本書は、澁澤龍彦の著書としては異端の本である。いや、異端だらけの澁澤の書いた本の中で、異端ではない、という意味で変わった本である。
というのも、本書は初め光文社の「カッパ・ブックス」から刊行された。これは、要するに大衆向けの新書シリーズである。このシリーズがきっかけとなって第一次新書ブームがわき起こったほど、ここからミリオンセラーがいくつも生まれた。
高踏、無頼で聞こえた澁澤龍彦が、こういう大衆的なシリーズで本を書くということ自体がかなり奇異なことである。澁澤がどうしてこういう大衆路線で本を書いたのかというと、自宅を新築するための金策であった、と本人が述懐している。
そんなわけで、著者としてはこの本はあまり好ましいものではなかったようだ。全集に収めてほしくないという意向もあったそうである(でも結果的には収録された)。澁澤のファンからすれば、あまりに軟らかい語り口に拍子抜けする部分もあるし、世の中のトレンドに迎合しているような書き方に落ち着かない気持ちにもなる。あの、耽美的な澁澤はどこへ行った? と感じよう。
しかし、その内容は決して大衆迎合ではない。著者の博覧強記は、いつものように縦横無尽に古今の挿話を開陳する。特に「快楽主義の巨人たち」の章は、ディオゲネス、李白、アレティノ、カサノヴァ…と古今の傑物たちを著者なりの視点でいきいきと紹介しており読み応えがある。
本書の内容としては、まず快楽主義とは何かを解説し、東洋と西洋の快楽主義を比較検討してひとまず西洋のエネルギッシュな快楽主義を中心的に取り上げながら、そうした究極の快楽主義が東洋的な禁欲主義に漸近していくという逆説を展開、そして力強い快楽主義的な生き方を勧めるものである。
ただし、本書が勧める快楽主義は、時代の方に追い越されていった。本書が初出した1965年といえば、60年安保があり、60年代後半からは全共闘運動や大学紛争が起こっていく時代で、若者は今から考えると真面目すぎるくらいであったが、その後のバブル景気を経ると、世の中は軽薄な快楽主義に覆われていった。著者が説く力強い快楽主義の勧めよりも時代はさらに先を行き、その場しのぎのお気楽な快楽主義が蔓延ってしまった。

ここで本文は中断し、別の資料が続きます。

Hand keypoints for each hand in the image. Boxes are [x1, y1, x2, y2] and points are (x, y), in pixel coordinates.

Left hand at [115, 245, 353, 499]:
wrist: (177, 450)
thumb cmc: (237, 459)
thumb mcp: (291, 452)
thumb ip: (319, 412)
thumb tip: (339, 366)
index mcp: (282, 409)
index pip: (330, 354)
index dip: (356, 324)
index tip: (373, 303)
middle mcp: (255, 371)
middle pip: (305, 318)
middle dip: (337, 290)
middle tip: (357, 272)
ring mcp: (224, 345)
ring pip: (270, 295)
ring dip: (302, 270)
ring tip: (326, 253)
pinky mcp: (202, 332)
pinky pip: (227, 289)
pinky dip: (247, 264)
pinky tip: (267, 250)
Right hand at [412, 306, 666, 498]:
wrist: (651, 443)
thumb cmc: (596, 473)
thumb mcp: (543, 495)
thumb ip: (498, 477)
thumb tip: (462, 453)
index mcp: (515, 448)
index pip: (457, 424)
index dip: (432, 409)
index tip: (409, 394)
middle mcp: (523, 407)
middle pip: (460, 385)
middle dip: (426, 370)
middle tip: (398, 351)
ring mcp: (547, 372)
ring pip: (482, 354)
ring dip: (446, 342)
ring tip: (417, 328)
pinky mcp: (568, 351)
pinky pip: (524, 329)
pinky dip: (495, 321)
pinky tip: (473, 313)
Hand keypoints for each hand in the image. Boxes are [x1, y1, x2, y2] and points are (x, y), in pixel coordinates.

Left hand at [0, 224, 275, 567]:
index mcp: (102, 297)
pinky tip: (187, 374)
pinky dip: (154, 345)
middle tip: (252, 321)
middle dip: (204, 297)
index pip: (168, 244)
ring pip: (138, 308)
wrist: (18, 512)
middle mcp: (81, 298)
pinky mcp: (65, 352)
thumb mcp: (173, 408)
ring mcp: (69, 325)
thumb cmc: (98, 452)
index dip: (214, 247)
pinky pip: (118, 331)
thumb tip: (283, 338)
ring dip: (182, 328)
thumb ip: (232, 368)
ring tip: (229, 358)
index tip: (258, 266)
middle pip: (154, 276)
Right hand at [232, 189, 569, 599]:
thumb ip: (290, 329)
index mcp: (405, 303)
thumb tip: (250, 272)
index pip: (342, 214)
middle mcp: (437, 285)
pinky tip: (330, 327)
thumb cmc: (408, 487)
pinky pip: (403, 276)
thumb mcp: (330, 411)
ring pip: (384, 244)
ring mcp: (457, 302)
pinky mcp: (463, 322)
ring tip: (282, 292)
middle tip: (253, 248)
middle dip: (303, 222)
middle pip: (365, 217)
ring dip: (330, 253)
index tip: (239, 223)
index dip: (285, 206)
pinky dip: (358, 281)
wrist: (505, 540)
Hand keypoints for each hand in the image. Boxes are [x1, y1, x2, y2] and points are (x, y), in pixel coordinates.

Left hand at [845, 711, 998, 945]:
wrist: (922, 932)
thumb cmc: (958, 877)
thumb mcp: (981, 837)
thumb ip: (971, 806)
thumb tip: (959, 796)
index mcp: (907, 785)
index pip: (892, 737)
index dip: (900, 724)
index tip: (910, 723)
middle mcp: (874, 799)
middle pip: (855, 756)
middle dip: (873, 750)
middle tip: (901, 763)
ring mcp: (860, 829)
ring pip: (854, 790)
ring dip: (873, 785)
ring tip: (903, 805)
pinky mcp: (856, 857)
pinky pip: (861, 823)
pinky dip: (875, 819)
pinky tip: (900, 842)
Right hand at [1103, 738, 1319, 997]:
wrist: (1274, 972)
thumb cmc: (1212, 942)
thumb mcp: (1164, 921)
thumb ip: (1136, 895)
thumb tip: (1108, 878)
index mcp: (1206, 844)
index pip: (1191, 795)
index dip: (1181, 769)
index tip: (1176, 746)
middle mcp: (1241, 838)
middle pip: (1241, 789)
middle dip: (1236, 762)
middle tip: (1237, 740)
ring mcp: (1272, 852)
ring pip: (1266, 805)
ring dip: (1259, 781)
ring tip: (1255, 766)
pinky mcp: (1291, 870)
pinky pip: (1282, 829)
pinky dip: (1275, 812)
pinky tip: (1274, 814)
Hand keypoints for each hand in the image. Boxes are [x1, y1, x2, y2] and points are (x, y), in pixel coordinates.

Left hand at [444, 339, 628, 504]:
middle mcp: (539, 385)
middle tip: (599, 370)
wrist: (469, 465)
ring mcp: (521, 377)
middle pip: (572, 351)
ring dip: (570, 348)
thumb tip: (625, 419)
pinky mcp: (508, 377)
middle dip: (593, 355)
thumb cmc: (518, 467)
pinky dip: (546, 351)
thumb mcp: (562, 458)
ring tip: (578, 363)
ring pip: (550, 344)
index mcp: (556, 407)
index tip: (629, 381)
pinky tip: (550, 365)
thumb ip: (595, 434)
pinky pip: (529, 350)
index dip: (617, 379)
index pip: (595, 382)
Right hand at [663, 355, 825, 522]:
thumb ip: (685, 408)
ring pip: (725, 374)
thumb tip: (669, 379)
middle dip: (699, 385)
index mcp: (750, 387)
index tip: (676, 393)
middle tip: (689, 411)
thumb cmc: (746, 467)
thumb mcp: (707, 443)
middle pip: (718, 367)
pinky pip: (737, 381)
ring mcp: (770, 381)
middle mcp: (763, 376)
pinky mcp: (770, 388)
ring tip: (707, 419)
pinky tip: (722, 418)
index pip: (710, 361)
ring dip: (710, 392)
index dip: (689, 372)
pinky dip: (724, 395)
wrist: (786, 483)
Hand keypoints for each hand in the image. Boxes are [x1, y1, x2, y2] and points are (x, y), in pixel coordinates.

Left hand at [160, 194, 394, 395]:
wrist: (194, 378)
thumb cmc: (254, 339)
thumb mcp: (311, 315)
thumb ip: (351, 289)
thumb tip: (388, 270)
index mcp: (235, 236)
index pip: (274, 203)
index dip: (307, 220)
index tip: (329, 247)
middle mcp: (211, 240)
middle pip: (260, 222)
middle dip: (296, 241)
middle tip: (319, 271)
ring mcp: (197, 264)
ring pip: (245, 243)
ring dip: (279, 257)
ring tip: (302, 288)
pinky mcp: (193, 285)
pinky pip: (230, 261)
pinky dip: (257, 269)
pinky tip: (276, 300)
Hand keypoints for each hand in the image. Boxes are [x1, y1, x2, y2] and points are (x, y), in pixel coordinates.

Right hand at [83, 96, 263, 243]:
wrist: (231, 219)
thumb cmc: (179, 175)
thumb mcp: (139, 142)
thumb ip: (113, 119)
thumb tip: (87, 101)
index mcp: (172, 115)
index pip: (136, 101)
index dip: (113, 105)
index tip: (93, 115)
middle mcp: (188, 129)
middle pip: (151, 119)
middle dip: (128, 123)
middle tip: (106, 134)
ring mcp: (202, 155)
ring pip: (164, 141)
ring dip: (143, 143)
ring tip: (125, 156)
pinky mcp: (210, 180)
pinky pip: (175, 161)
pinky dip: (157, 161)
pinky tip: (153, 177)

そういうワケであるから、著者の主張は普遍的な内容をもちながらも、本としては、その前提となる時代背景が全く変わってしまったので、ちょっと古びた感じがするのは否めない。とはいっても、澁澤の本としては、非常に取っつきやすい部類に属するので、一種の「澁澤入門」として機能する本になっていると思う。
快楽主義の勧めは今となっては空回り気味だが、内容は充実した気軽な澁澤龍彦入門書。